Our allusion to similarities of temperature with our familiar tropic isles is deceptive as Yemen’s aridity is many times over, even with its western highlands. Our Yemeni salmon proponent, in damming a river, is actually retaining the humidity upland as streams from the highlands evaporate before making it to shore. The humidity on the highlands adequately supplies water to streams and rivers but retaining it before it hits subterranean aquifers is the terrain’s challenge.

Those unfamiliar with salmon, it is a cold water fish prevalent in the temperate zone, the salmo salar in the Atlantic, the Pacific salmon that includes the chinook and the coho. Fishermen are familiar with the other salmonids like the trout and the char. Google the subject if interested.

Those acquainted with the Cagayan River of northern Luzon knows of the specie called Ludong that used to be common in the river of my youth but has been overfished through the years, also succumbing to the chemical effluents of the Green Revolution that decimated native species of marine life. Anyway, the endangered specie Ludong spawns on fresh water where it was born before swimming to the ocean’s seawater, and returns upriver to die in the fresh water, akin to the salmon.

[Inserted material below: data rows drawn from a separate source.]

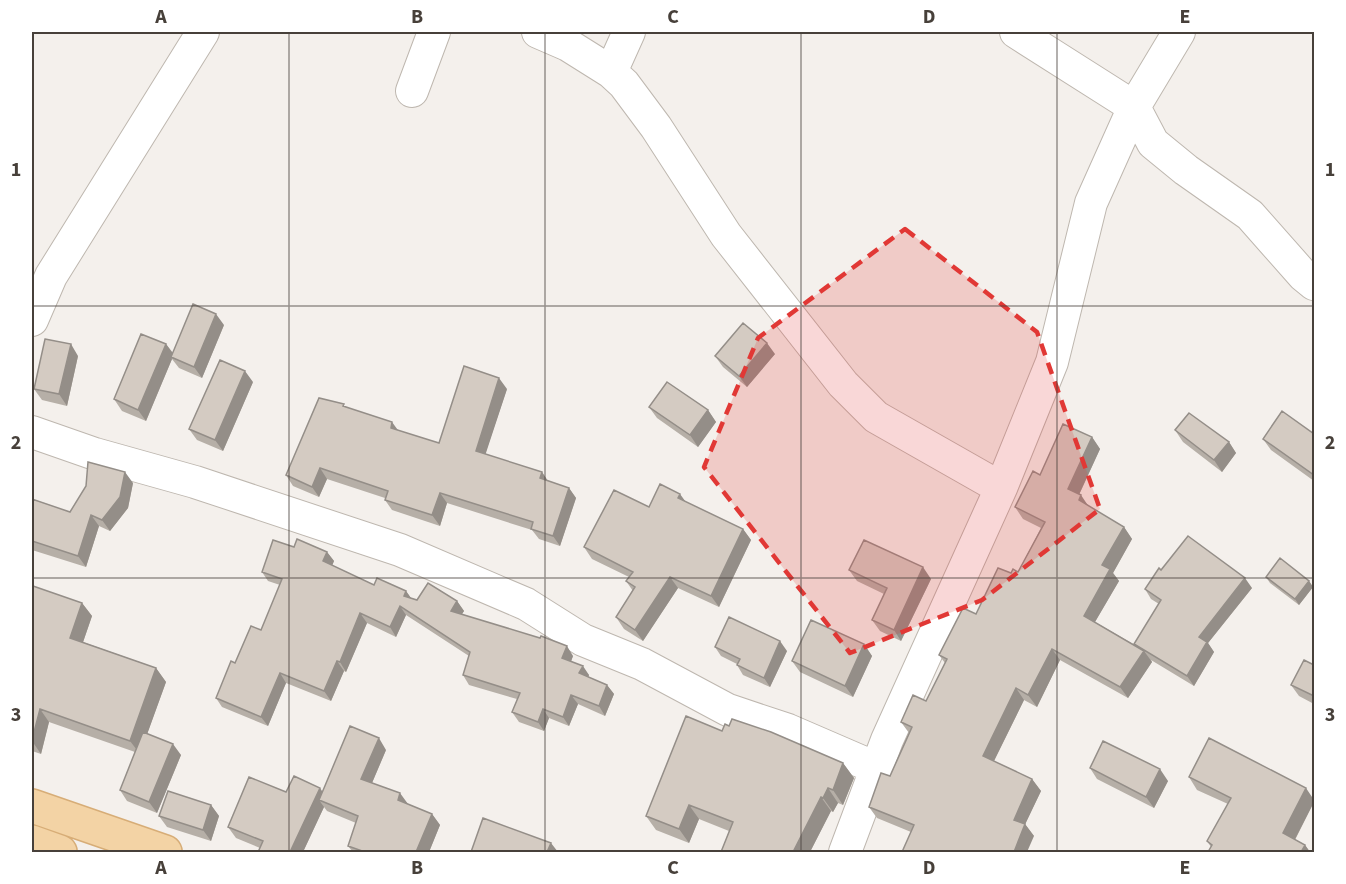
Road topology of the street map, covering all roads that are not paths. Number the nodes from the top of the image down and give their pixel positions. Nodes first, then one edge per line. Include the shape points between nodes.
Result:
1 (203, 32) edge
2 (434, 32) edge
3 (538, 32) edge
4 (629, 32) edge
5 (1016, 32) edge
6 (1179, 32) edge
7 (610, 72) junction
8 (412, 90) dead end
9 (1134, 106) junction
10 (1314, 284) edge
11 (32, 320) edge
12 (32, 432) edge
13 (1001, 488) junction
14 (876, 768) junction
15 (32, 806) edge
16 (32, 842) edge
17 (60, 852) edge
18 (165, 852) edge
19 (845, 852) edge

1 - 11 street via 51,276
2 - 8 street
3 - 7 street via 568,45
4 - 7 street
5 - 9 street
6 - 9 street
7 - 13 street via 624,84 656,127 726,235 843,384 876,417
9 - 10 street via 1153,143 1250,214
9 - 13 street via 1091,203 1052,362
12 - 14 street via 400,550 526,604 583,640 642,664 728,710 788,730
13 - 14 street
14 - 19 street
15 - 18 main road
16 - 17 main road

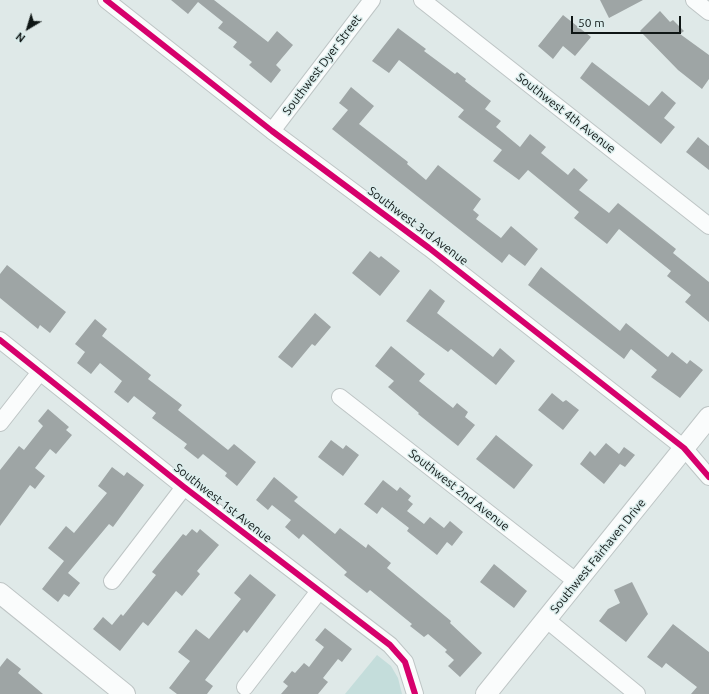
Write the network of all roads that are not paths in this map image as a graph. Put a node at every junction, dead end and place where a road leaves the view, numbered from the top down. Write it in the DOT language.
graph roads {
  1 [pos="106,0"];
  2 [pos="372,0"];
  3 [pos="422,0"];
  4 [pos="694,0"];
  5 [pos="709,12"];
  6 [pos="272,131"];
  7 [pos="709,226"];
  8 [pos="0,340"];
  9 [pos="40,372"];
  10 [pos="340,397"];
  11 [pos="709,417"];
  12 [pos="0,423"];
  13 [pos="684,448"];
  14 [pos="709,477"];
  15 [pos="184,487"];
  16 [pos="112,581"];
  17 [pos="578,582"];
  18 [pos="319,591"];
  19 [pos="0,593"];
  20 [pos="547,620"];
  21 [pos="245,687"];
  22 [pos="124,694"];
  23 [pos="415,694"];
  24 [pos="486,694"];
  25 [pos="637,694"];
  1 -- 6 [label="street, Southwest 3rd Avenue"];
  2 -- 6 [label="street, Southwest Dyer Street"];
  3 -- 7 [label="street, Southwest 4th Avenue"];
  4 -- 5 [label="street"];
  6 -- 13 [label="street, Southwest 3rd Avenue"];
  8 -- 9 [label="street, Southwest 1st Avenue"];
  9 -- 12 [label="street"];
  9 -- 15 [label="street, Southwest 1st Avenue"];
  10 -- 17 [label="street, Southwest 2nd Avenue"];
  11 -- 13 [label="street, Southwest Fairhaven Drive"];
  13 -- 14 [label="street, Southwest 3rd Avenue"];
  13 -- 17 [label="street, Southwest Fairhaven Drive"];
  15 -- 16 [label="street"];
  15 -- 18 [label="street, Southwest 1st Avenue"];
  17 -- 20 [label="street, Southwest Fairhaven Drive"];
  18 -- 21 [label="street"];
  18 -- 23 [label="street, Southwest 1st Avenue"];
  19 -- 22 [label="street"];
  20 -- 24 [label="street, Southwest Fairhaven Drive"];
  20 -- 25 [label="street"];
}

OK, so we got Yemen and the salmon pat; as to the movie, we will skip the country-rebel relationship in Yemen’s politics, and the UK’s PR shenanigans in the Middle East, or the characters’ romance that ends in a happy ending. The movie is about injecting something new into what is ordinary and natural by transforming the environment. The salmon is unnatural to the Yemen terrain but the building of the dam allows for a cold fresh body of water that could possibly sustain a life from elsewhere into a new environment.

The Sheik plays the visionary entrepreneur, a biologist reluctantly joins the project since it defies reason, an opportunistic UK official sees in the project a political opening, and a heart-broken assistant whose beau went missing in a war zone, all suspend the limited wisdom of science to allow hope to inject itself into the process, both in the salmon enterprise as well as in their individual lives. The surprise comes in the salmon’s ability to defy expectations and move upstream after rebels bombed the dam hoping the salmons flow downstream to die. The salmons decided to swim their own destiny!

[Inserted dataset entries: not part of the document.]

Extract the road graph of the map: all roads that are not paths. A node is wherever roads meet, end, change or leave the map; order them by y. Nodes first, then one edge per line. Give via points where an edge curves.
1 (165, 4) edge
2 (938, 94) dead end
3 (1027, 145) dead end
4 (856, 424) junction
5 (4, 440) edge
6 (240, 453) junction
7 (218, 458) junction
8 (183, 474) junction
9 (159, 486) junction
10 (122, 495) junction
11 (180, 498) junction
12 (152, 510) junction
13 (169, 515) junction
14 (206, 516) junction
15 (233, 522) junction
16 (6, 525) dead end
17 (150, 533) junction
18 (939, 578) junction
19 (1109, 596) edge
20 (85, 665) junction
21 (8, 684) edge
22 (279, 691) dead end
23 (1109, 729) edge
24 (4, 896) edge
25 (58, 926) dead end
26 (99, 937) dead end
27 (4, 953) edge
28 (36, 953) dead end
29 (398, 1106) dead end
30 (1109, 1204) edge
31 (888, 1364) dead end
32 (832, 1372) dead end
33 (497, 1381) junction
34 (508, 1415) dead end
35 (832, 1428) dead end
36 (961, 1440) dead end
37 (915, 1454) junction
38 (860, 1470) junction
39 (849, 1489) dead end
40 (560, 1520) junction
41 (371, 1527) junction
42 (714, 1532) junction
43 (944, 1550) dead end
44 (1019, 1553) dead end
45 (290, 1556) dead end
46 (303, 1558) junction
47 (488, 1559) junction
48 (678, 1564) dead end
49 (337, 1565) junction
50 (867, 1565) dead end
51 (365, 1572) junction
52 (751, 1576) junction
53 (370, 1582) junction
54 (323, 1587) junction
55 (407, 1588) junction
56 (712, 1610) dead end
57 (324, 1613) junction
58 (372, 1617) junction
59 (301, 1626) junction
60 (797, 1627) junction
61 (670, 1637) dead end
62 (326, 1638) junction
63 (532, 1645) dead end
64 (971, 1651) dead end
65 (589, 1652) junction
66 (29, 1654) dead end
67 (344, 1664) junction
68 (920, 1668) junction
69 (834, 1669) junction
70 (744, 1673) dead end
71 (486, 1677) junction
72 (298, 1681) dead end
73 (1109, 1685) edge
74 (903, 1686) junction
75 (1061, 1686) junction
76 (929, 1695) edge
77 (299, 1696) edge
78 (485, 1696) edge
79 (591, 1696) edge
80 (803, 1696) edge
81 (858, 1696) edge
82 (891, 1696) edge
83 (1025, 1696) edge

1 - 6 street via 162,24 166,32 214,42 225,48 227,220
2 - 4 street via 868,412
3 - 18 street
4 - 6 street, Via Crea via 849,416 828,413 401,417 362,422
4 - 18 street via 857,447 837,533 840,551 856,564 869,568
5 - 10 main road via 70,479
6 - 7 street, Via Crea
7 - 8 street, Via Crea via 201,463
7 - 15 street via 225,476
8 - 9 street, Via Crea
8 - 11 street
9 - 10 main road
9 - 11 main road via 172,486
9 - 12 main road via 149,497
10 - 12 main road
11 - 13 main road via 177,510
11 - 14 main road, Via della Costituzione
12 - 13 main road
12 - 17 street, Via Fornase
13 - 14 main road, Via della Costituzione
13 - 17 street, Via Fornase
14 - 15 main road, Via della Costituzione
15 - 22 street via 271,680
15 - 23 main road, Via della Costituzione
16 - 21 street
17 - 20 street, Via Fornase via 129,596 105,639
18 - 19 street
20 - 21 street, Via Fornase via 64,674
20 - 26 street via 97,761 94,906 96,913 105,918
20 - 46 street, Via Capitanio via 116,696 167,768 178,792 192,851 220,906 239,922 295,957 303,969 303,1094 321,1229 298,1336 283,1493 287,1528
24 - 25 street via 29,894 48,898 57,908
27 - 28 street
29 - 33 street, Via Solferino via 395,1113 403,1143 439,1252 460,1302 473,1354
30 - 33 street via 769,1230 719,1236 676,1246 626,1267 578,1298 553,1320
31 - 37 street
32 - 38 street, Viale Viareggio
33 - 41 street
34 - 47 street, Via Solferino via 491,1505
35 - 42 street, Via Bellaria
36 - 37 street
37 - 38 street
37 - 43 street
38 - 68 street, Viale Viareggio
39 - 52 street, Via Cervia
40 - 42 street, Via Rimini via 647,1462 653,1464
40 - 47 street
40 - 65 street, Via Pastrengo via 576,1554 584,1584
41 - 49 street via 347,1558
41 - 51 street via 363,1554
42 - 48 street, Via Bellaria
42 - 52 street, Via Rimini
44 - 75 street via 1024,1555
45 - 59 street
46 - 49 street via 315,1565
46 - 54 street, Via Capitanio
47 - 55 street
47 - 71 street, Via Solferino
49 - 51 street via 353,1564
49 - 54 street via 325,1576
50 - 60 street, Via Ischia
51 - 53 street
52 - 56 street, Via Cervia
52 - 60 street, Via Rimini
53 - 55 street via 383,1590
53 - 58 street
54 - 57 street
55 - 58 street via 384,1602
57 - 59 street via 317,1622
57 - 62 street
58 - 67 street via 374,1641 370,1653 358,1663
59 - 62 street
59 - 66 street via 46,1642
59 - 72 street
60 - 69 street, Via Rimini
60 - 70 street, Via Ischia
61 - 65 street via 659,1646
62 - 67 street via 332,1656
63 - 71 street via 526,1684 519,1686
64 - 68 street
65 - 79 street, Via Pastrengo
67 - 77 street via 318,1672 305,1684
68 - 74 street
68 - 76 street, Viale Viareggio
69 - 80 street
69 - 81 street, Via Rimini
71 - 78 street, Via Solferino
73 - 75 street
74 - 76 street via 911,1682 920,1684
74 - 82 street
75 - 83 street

Dong Bei salmon fishing is no problem since the Primorsky Krai of far eastern Russia (Maritime Province where Vladivostok is located) has salmon from the Sea of Japan wade upstream the Amur River bordering Russia and China’s Manchuria. The real salmon fishing is about an old life from another dreaming a new life by altering environment. In our case, it is this lao ye ye (old man) who is doing just that!

I watch from my solarium the neighborhood street sweeper who keeps our one-block commons tidy and relatively clean the place just because one day, this dude brought out a trash picker and started picking up the trash on the street. Didn’t do anything strenuous but he saw a salmon swimming upstream, and decided to follow. I noticed a grandma doing the same on the other end of the commons.

The salmon in the movie survived. In Dong Bei, I will, too. How are the salmons in Saipan doing?